By Jeremy Appel, Local Journalism Initiative Reporter
(ANNews) – A petition with thousands of signatures from across the country is asking the federal government to intervene against the expansion of coal mining in Alberta.
Edmonton-Strathcona NDP MP Heather McPherson presented the petition, which was launched by Latasha Calf Robe of Niitsitapi Water Protectors and has amassed more than 18,000 signatures, in the House of Commons on March 23.
The petition frames opposition in terms of Treaty rights and the duty to consult with Indigenous communities.
“It’s Canada’s duty to ensure that resource exploration and development proposals meet the highest standards of consultation and involvement with Indigenous peoples in accordance with section 35 of the Constitution Act,” it says.
“Alberta failed its duty to consult.

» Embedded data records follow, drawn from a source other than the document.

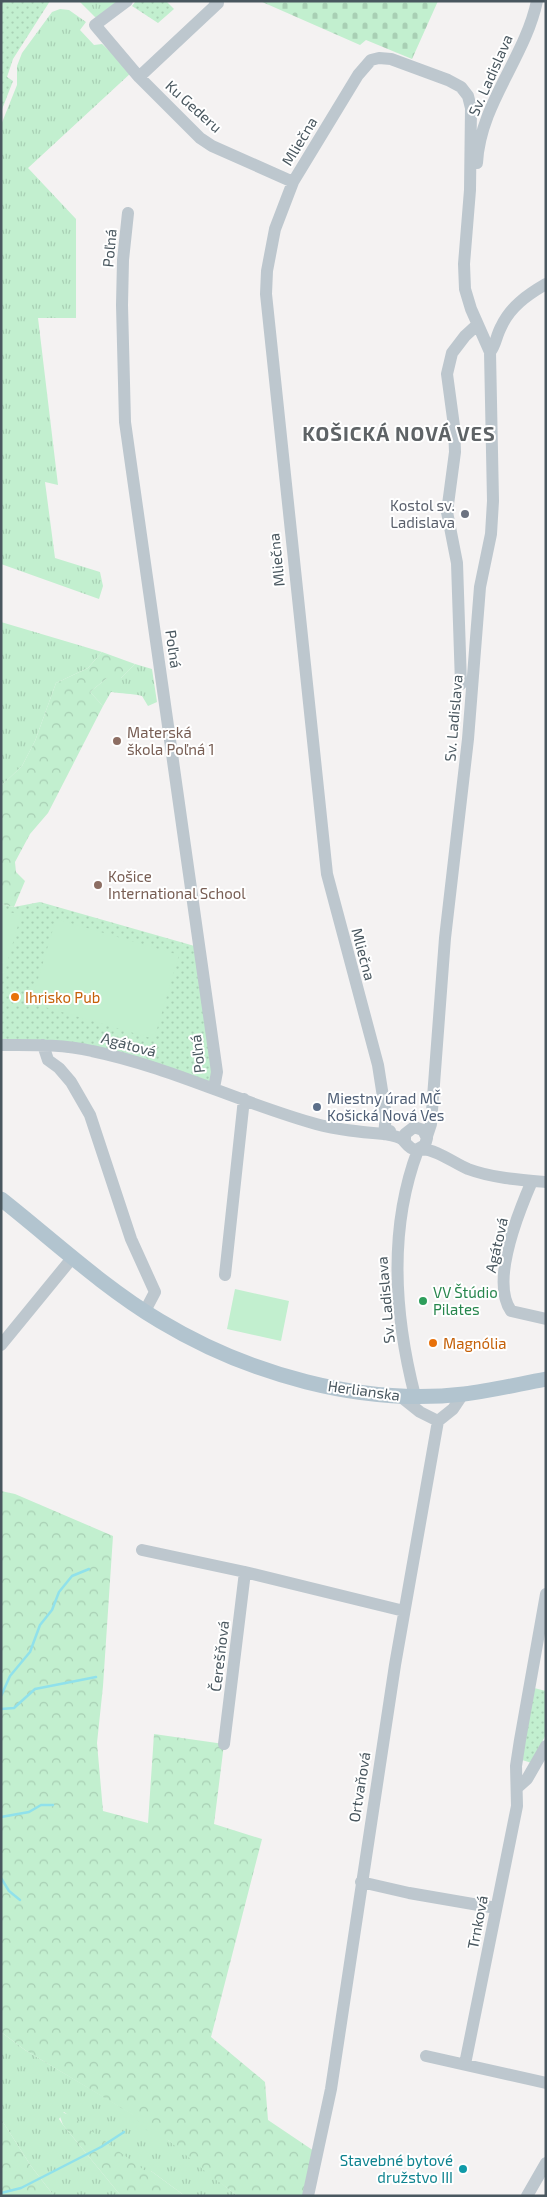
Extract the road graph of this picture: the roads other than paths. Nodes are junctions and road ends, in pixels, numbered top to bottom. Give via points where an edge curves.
1 (127, 1) edge
2 (215, 1) edge
3 (537, 1) edge
4 (410, 65) joint
5 (139, 77) junction
6 (293, 182) junction
7 (470, 190) junction
8 (128, 213) dead end
9 (546, 284) edge
10 (478, 325) junction
11 (490, 352) junction
12 (461, 684) dead end
13 (1, 1045) edge
14 (43, 1045) junction
15 (214, 1088) junction
16 (244, 1099) junction
17 (386, 1116) junction
18 (384, 1134) junction
19 (417, 1140) junction
20 (532, 1181) junction
21 (546, 1182) edge
22 (1, 1199) edge
23 (73, 1256) junction
24 (226, 1275) dead end
25 (145, 1311) junction
26 (546, 1319) edge
27 (1, 1345) edge
28 (546, 1379) edge
29 (463, 1394) junction
30 (408, 1396) junction
31 (438, 1421) junction
32 (142, 1550) dead end
33 (245, 1572) junction
34 (546, 1594) edge
35 (404, 1611) junction
36 (224, 1744) dead end
37 (546, 1746) edge
38 (518, 1787) junction
39 (361, 1882) junction
40 (496, 1908) junction
41 (426, 2056) dead end
42 (465, 2064) junction
43 (546, 2083) edge
44 (546, 2163) edge
45 (308, 2196) edge
46 (527, 2196) edge

1 - 5 street, Ku Gederu via 95,25
2 - 5 street via 218,3
3 - 7 street, Sv. Ladislava via 526,34 484,123 476,184
4 - 6 street, Mliečna via 384,58 368,63 351,85
4 - 7 street, Sv. Ladislava via 455,83 468,96 471,108
5 - 6 street, Ku Gederu via 200,138
6 - 17 street, Mliečna via 272,245 266,279 267,316 326,874 378,1065
7 - 10 street, Sv. Ladislava via 465,289
8 - 15 street, Poľná via 122,305 125,422 217,1072
9 - 11 street via 508,313
10 - 11 street, Sv. Ladislava
10 - 12 street, Sv. Ladislava via 452,353 447,374 456,452 447,512 457,563
11 - 19 street, Sv. Ladislava via 491,534 480,587 468,739 445,938 431,1124
13 - 14 street, Agátová
14 - 15 street, Agátová via 68,1046 111,1055
14 - 25 street via 48,1060 71,1082 93,1124 131,1239 156,1292
15 - 16 street, Agátová
16 - 18 street, Agátová via 319,1124
16 - 24 street
17 - 18 street, Mliečna
17 - 19 street
18 - 19 street
19 - 20 street via 468,1169
19 - 30 street, Sv. Ladislava via 400,1213 396,1274
20 - 21 street
20 - 26 street, Agátová via 514,1231 503,1281 506,1302 511,1311
22 - 23 main road, Herlianska
23 - 25 main road, Herlianska
23 - 27 street
25 - 30 main road, Herlianska via 225,1355 270,1371 368,1394
28 - 29 main road, Herlianska
29 - 30 main road, Herlianska
29 - 31 street via 453,1410
30 - 31 street via 420,1412
31 - 35 street, Ortvaňová
32 - 33 street
33 - 35 street
33 - 36 street, Čerešňová
34 - 38 street, Trnková via 516,1766
35 - 39 street, Ortvaňová
37 - 38 street via 531,1773
38 - 40 street, Trnková
39 - 40 street
39 - 45 street, Ortvaňová via 331,2089
40 - 42 street, Trnková
41 - 42 street
42 - 43 street
44 - 46 street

Coal exploration and development on land formerly protected under the Policy threatens the environment, species at risk, water quality and infringes upon Aboriginal and Treaty rights of First Nations from Treaties 6, 7 & 8.”
While much of the coal conversation has focused on the Alberta government’s since-backtracked removal of the province’s long standing coal policy, McPherson says there are other projects which fall outside its scope that ought to be scrutinized, such as the Grassy Mountain project.

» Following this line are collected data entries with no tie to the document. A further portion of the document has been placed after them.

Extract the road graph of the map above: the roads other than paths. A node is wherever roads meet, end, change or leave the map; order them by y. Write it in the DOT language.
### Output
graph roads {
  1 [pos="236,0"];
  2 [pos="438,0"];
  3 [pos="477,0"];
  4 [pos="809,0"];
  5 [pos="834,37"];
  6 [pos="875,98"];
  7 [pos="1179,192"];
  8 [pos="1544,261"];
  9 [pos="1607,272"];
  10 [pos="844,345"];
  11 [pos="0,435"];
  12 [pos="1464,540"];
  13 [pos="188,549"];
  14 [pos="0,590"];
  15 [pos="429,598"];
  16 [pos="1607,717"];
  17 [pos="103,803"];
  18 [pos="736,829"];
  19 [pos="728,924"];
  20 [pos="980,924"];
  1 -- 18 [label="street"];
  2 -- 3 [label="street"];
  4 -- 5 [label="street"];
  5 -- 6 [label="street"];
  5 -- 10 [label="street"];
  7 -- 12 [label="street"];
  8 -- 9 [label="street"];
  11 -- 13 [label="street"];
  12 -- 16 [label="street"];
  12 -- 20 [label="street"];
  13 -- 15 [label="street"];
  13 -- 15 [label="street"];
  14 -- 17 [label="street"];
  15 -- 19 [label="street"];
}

“These Canadians are urging the environment minister to ensure that there is a fulsome assessment of the impacts of all proposed coal developments and exploration activities in the Rocky Mountains,” said McPherson in an APTN interview.

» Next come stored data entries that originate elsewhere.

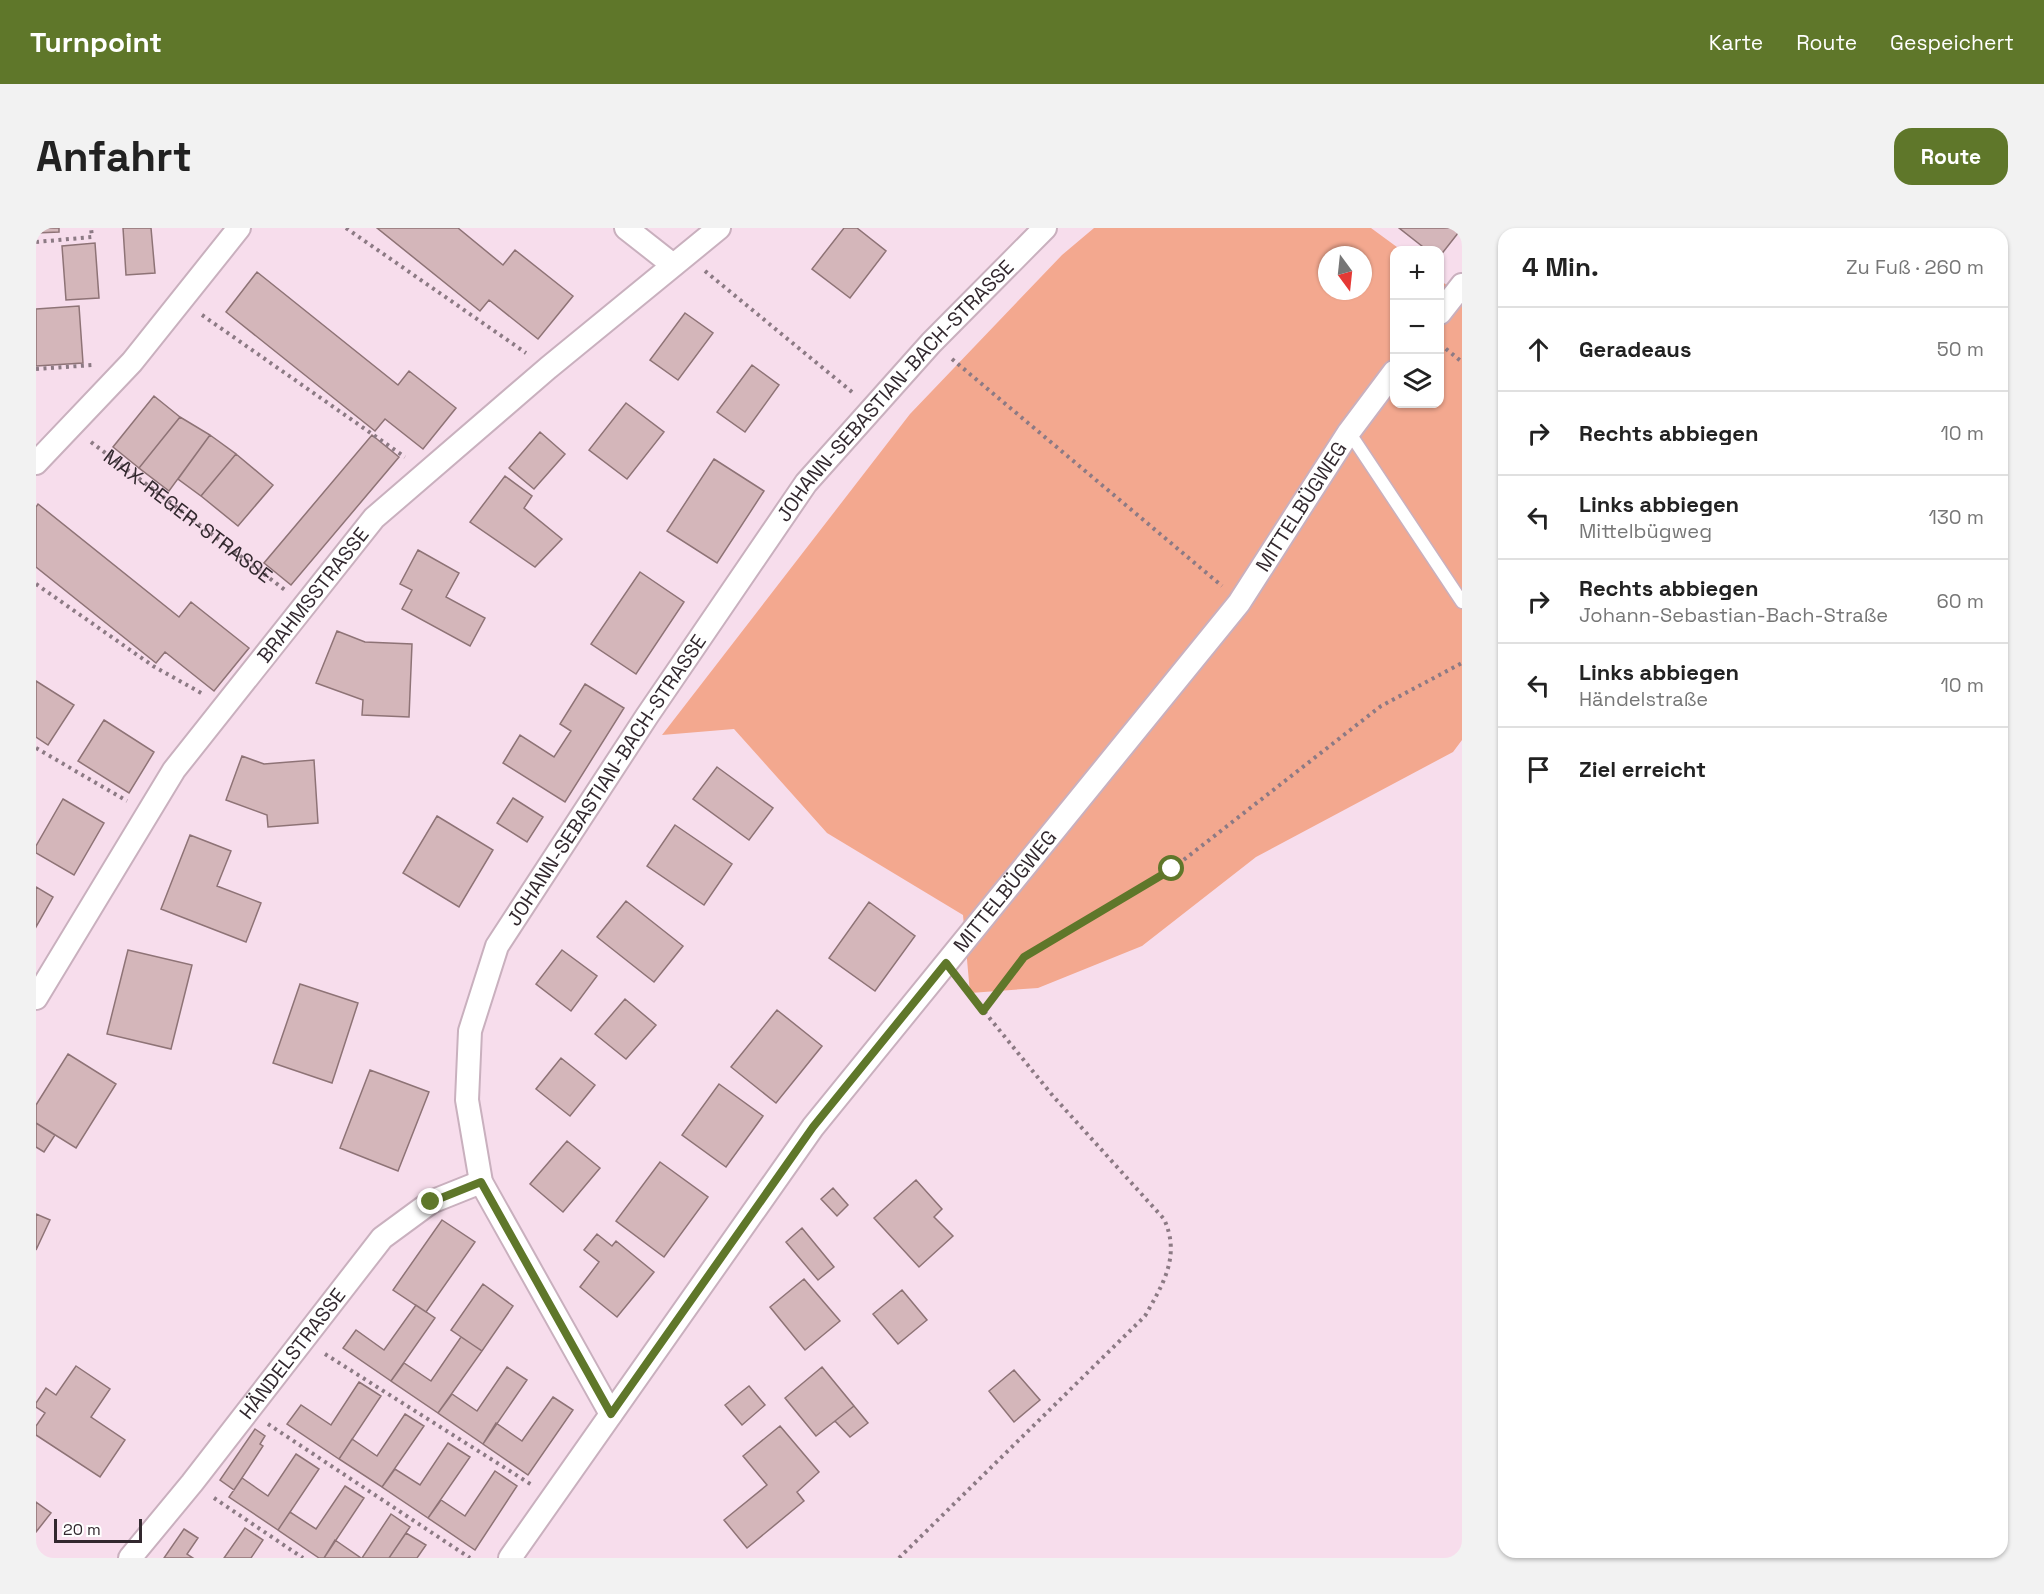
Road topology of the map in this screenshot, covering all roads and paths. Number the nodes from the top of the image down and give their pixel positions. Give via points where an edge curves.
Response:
1 (92, 228) edge
2 (238, 228) edge
3 (346, 228) edge
4 (626, 228) edge
5 (719, 228) edge
6 (1045, 228) edge
7 (36, 242) edge
8 (680, 260) junction
9 (1462, 285) edge
10 (182, 301) junction
11 (1444, 308) edge
12 (1444, 347) edge
13 (132, 362) junction
14 (1462, 362) edge
15 (548, 368) junction
16 (36, 369) edge
17 (976, 379) dead end
18 (1390, 379) edge
19 (872, 408) junction
20 (71, 427) junction
21 (1349, 432) junction
22 (36, 464) edge
23 (427, 472) junction
24 (1214, 579) dead end
25 (36, 584) edge
26 (1462, 602) edge
27 (305, 606) junction
28 (1462, 663) edge
29 (225, 706) junction
30 (36, 748) edge
31 (148, 813) junction
32 (946, 963) junction
33 (36, 998) edge
34 (983, 1011) junction
35 (481, 1182) junction
36 (304, 1340) junction
37 (247, 1411) junction
38 (611, 1414) junction
39 (192, 1483) junction
40 (552, 1498) junction
41 (130, 1558) edge
42 (303, 1558) edge
43 (470, 1558) edge
44 (510, 1558) edge
45 (899, 1558) edge

1 - 7 path via 92,237
2 - 10 street
3 - 15 path
4 - 8 street
5 - 8 street, BRAHMSSTRASSE
6 - 19 street, JOHANN-SEBASTIAN-BACH-STRASSE
8 - 15 street, BRAHMSSTRASSE
8 - 19 path
9 - 11 street
10 - 13 street
10 - 23 path
12 - 14 path
13 - 16 path
13 - 20 street
15 - 23 street, BRAHMSSTRASSE
17 - 24 path
18 - 21 street, MITTELBÜGWEG
19 - 35 street, JOHANN-SEBASTIAN-BACH-STRASSE via 806,483 497,946 470,1030 467,1100
20 - 22 street
20 - 27 path, MAX-REGER-STRASSE
21 - 26 lane
21 - 32 street, MITTELBÜGWEG via 1239,603
23 - 27 street, BRAHMSSTRASSE via 374,518
25 - 29 path via 153,666
27 - 29 street, BRAHMSSTRASSE
28 - 34 path via 1381,706 1172,869 1024,957
29 - 31 street, BRAHMSSTRASSE via 174,771
30 - 31 path
31 - 33 street, BRAHMSSTRASSE
32 - 34 path
32 - 38 street, MITTELBÜGWEG via 813,1127
34 - 45 path via 1164,1219 1171,1234 1172,1256 1161,1289 1145,1316
35 - 36 street, HÄNDELSTRASSE via 431,1202 382,1238
35 - 38 street, JOHANN-SEBASTIAN-BACH-STRASSE
36 - 37 street, HÄNDELSTRASSE
36 - 40 path
37 - 39 street, HÄNDELSTRASSE
37 - 43 path
38 - 40 street, MITTELBÜGWEG
39 - 41 street, HÄNDELSTRASSE
39 - 42 path
40 - 44 street, MITTELBÜGWEG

The feds should pause the Grassy Mountain project “until the cumulative impacts of all mining activity in the region have been adequately considered,” she added.
The federal government needs to step in and commit to a regional assessment of coal projects because the province has already made up its mind, said Calf Robe.
“We cannot trust the provincial government to adequately look at all those areas,” she said.
Calf Robe says it’s heartening to see support for the petition resonate across the country, with 4,000 signatories from outside Alberta.
“Seeing people stand in solidarity for the protection of First Nations rights, it really was a great experience to see that collectiveness and that solidarity,” she told APTN. “It wasn’t something I was expecting.”
McPherson also tabled a piece of legislation that would require assessments for all coal projects, rather than just those whose emissions surpass a certain threshold.
“Grassy Mountain is the thin edge of the knife,” she told the Canadian Press.
As of writing, Ottawa is involved in joint regional assessments for five projects in southwestern Alberta and southeastern B.C. Two nearby First Nations have requested Environment Minister Jonathan Wilkinson to engage in a sixth assessment for the Montem Resources Tent Mountain project.